Stored data
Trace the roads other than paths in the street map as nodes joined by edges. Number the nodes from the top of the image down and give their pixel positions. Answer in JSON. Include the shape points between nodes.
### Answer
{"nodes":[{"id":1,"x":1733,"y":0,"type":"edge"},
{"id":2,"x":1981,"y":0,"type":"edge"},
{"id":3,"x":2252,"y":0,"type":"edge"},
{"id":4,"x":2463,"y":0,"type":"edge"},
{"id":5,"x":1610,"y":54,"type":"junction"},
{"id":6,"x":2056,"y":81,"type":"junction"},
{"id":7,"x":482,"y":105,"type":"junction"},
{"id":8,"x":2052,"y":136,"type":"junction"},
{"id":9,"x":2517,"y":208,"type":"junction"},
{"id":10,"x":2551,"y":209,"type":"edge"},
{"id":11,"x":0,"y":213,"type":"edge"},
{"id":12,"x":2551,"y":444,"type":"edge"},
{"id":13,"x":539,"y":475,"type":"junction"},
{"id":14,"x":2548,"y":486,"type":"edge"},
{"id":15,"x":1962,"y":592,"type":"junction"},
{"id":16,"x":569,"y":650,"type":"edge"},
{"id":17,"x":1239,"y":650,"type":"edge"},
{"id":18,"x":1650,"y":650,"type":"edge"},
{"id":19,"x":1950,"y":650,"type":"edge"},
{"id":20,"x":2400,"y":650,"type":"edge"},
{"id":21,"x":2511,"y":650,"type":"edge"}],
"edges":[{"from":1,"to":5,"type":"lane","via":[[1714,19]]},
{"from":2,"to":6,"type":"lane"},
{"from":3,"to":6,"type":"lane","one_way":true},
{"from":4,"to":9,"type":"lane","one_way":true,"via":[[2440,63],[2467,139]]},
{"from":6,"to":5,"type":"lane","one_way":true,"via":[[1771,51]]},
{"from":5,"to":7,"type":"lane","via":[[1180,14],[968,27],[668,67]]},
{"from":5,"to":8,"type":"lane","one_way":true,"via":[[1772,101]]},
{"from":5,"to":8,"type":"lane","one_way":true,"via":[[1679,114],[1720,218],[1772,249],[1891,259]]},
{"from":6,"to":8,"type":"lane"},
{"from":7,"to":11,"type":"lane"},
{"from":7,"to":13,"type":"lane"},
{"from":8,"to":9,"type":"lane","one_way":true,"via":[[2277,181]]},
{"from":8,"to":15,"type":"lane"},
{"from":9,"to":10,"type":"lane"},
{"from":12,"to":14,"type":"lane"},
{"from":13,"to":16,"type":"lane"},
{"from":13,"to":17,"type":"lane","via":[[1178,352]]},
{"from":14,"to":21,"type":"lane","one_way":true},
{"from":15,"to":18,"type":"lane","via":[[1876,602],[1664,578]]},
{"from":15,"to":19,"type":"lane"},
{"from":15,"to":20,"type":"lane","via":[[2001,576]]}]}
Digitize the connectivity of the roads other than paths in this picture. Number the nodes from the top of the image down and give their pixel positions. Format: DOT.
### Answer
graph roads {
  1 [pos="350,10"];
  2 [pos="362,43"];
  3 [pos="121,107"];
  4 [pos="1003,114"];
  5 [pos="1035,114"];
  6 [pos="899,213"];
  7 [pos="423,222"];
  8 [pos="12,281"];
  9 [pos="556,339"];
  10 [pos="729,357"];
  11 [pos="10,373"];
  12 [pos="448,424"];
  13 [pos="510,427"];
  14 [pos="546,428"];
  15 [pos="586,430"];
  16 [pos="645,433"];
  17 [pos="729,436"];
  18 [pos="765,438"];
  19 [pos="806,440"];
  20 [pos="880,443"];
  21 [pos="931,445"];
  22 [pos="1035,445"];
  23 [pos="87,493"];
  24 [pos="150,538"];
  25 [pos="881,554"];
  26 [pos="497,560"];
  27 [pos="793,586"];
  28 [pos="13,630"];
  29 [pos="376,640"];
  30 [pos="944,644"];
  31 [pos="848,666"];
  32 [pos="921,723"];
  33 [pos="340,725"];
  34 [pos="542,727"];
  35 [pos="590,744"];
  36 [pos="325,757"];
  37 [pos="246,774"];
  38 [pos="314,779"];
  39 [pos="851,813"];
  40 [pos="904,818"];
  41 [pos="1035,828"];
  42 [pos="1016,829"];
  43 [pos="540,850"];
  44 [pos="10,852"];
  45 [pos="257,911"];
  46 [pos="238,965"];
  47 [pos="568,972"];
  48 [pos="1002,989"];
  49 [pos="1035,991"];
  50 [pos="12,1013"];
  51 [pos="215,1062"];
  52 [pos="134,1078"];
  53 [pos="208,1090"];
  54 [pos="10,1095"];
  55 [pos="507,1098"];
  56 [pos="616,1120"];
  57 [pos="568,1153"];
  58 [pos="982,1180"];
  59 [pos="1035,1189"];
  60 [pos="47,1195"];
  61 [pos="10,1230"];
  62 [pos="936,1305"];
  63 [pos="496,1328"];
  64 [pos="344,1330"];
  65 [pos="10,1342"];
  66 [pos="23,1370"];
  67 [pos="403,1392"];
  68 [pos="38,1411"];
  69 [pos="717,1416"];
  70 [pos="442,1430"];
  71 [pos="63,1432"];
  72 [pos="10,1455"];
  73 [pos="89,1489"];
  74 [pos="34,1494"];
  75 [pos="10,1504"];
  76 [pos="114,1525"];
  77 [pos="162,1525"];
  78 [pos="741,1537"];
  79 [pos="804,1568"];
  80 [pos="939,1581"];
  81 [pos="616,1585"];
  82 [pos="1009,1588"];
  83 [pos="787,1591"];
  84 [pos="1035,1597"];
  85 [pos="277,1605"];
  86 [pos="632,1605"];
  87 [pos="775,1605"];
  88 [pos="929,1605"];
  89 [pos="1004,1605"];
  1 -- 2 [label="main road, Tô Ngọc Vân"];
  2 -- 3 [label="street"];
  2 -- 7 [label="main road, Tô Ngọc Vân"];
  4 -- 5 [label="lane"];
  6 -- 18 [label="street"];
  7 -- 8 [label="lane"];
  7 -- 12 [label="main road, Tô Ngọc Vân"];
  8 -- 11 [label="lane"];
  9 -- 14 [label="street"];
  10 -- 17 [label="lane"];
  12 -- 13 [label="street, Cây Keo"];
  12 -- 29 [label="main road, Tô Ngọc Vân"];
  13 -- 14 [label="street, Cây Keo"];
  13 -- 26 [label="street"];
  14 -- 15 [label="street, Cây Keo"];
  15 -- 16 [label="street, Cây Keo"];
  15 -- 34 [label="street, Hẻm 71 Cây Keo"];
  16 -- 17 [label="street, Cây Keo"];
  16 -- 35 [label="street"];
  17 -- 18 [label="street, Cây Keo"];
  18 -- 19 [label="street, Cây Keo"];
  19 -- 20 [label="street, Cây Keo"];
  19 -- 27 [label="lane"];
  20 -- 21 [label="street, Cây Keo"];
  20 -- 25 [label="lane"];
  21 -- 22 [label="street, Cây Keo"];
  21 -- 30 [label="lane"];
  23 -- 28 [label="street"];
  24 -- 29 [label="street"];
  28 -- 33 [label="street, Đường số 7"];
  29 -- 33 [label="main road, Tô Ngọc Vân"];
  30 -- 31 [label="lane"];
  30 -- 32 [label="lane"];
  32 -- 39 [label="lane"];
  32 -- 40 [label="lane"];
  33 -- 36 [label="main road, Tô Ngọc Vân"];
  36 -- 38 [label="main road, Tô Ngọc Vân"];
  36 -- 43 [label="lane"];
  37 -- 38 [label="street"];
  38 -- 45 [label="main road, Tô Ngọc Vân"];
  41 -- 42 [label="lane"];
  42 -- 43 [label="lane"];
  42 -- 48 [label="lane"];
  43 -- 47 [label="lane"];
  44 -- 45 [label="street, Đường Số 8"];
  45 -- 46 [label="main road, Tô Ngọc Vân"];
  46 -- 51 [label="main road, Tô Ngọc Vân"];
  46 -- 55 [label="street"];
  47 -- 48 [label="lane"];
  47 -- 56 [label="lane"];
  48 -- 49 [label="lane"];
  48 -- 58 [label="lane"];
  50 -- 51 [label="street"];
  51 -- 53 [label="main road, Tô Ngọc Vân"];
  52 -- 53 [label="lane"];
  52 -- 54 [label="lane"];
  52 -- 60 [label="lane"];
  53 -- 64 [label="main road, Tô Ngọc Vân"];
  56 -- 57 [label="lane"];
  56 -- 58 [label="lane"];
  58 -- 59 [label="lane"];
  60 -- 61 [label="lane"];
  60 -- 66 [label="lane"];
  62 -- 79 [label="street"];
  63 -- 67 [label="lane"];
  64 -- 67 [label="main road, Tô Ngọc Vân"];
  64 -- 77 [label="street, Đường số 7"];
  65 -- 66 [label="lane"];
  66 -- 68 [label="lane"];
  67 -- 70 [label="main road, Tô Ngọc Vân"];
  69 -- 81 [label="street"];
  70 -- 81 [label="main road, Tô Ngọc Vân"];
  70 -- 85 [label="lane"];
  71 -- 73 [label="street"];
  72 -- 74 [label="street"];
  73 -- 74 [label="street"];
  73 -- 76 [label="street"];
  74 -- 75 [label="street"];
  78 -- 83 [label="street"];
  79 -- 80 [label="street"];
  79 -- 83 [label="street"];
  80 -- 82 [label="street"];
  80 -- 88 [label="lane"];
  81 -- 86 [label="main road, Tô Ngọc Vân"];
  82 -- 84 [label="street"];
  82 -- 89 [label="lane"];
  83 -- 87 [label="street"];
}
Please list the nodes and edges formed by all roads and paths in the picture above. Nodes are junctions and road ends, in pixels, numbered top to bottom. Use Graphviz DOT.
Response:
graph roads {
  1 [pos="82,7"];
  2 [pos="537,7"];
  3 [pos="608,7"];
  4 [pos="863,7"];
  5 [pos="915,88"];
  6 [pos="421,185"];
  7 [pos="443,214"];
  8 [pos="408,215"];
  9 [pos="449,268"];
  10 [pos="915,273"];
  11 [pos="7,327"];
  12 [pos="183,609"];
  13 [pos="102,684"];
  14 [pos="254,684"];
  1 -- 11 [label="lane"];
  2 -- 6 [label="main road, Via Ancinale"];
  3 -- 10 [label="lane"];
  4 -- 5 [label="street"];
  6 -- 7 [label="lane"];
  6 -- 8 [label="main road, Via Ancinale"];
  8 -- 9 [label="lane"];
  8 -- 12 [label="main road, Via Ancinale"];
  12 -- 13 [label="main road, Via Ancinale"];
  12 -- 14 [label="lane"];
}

- Task directions -
Which lines of the records hold the string "picture"? Copy each one.

- Task output -
Digitize the connectivity of the roads other than paths in this picture. Number the nodes from the top of the image down and give their pixel positions. Format: DOT.
Please list the nodes and edges formed by all roads and paths in the picture above. Nodes are junctions and road ends, in pixels, numbered top to bottom. Use Graphviz DOT.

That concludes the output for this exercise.